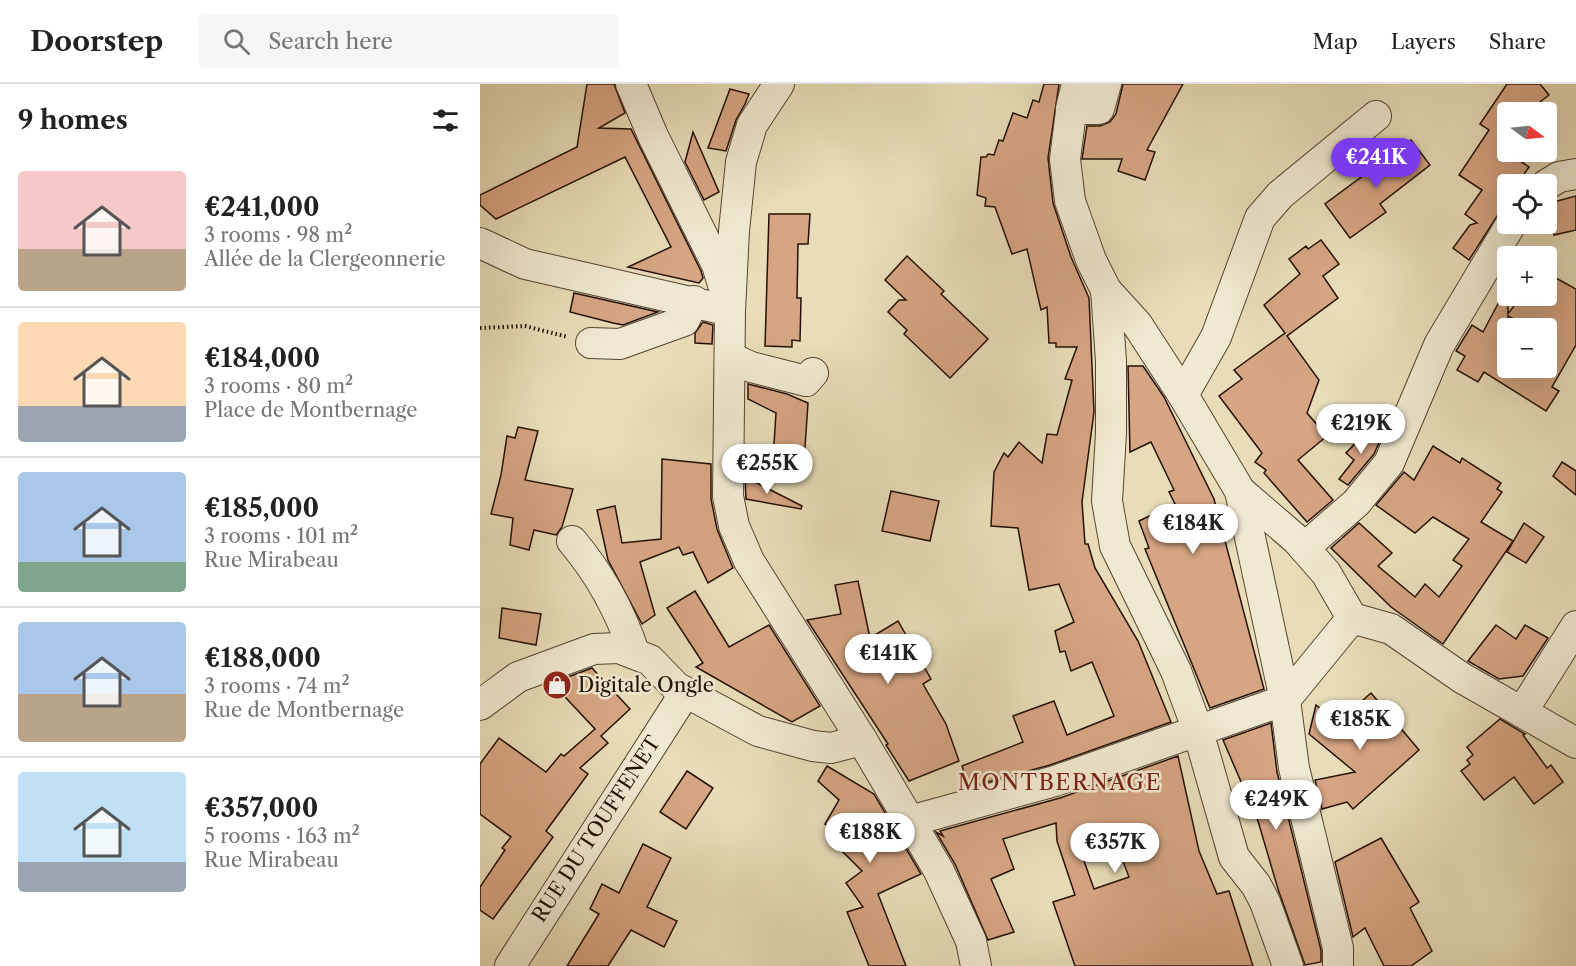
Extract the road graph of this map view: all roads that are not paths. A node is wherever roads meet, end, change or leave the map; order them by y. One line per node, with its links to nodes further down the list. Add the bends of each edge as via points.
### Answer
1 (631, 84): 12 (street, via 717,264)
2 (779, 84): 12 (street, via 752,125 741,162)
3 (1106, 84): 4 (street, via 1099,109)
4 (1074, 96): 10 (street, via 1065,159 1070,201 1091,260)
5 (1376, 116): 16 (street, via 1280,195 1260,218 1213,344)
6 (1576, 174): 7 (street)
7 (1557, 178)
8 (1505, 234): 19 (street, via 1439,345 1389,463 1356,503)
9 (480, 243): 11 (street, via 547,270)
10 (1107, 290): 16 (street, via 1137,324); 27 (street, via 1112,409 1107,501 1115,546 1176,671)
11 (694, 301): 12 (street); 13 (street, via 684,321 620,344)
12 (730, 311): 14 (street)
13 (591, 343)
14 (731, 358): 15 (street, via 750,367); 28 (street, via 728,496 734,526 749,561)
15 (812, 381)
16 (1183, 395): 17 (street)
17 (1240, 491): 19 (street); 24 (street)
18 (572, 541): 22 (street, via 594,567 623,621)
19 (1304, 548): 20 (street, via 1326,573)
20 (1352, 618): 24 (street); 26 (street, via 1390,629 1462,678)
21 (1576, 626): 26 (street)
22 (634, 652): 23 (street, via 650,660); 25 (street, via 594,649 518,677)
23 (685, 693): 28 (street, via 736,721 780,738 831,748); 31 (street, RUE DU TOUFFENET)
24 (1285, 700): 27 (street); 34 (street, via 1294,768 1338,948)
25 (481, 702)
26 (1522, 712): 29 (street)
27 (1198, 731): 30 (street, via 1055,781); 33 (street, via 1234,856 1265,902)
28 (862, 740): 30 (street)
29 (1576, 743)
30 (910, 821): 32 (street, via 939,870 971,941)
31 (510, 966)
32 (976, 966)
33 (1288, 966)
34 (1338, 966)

[PROMPT] Apart from the images, retype the full material exactly as written.

[RESULT FOR THIS TASK]
Extract the road graph of this map view: all roads that are not paths. A node is wherever roads meet, end, change or leave the map; order them by y. One line per node, with its links to nodes further down the list. Add the bends of each edge as via points.
### Answer
1 (631, 84): 12 (street, via 717,264)
2 (779, 84): 12 (street, via 752,125 741,162)
3 (1106, 84): 4 (street, via 1099,109)
4 (1074, 96): 10 (street, via 1065,159 1070,201 1091,260)
5 (1376, 116): 16 (street, via 1280,195 1260,218 1213,344)
6 (1576, 174): 7 (street)
7 (1557, 178)
8 (1505, 234): 19 (street, via 1439,345 1389,463 1356,503)
9 (480, 243): 11 (street, via 547,270)
10 (1107, 290): 16 (street, via 1137,324); 27 (street, via 1112,409 1107,501 1115,546 1176,671)
11 (694, 301): 12 (street); 13 (street, via 684,321 620,344)
12 (730, 311): 14 (street)
13 (591, 343)
14 (731, 358): 15 (street, via 750,367); 28 (street, via 728,496 734,526 749,561)
15 (812, 381)
16 (1183, 395): 17 (street)
17 (1240, 491): 19 (street); 24 (street)
18 (572, 541): 22 (street, via 594,567 623,621)
19 (1304, 548): 20 (street, via 1326,573)
20 (1352, 618): 24 (street); 26 (street, via 1390,629 1462,678)
21 (1576, 626): 26 (street)
22 (634, 652): 23 (street, via 650,660); 25 (street, via 594,649 518,677)
23 (685, 693): 28 (street, via 736,721 780,738 831,748); 31 (street, RUE DU TOUFFENET)
24 (1285, 700): 27 (street); 34 (street, via 1294,768 1338,948)
25 (481, 702)
26 (1522, 712): 29 (street)
27 (1198, 731): 30 (street, via 1055,781); 33 (street, via 1234,856 1265,902)
28 (862, 740): 30 (street)
29 (1576, 743)
30 (910, 821): 32 (street, via 939,870 971,941)
31 (510, 966)
32 (976, 966)
33 (1288, 966)
34 (1338, 966)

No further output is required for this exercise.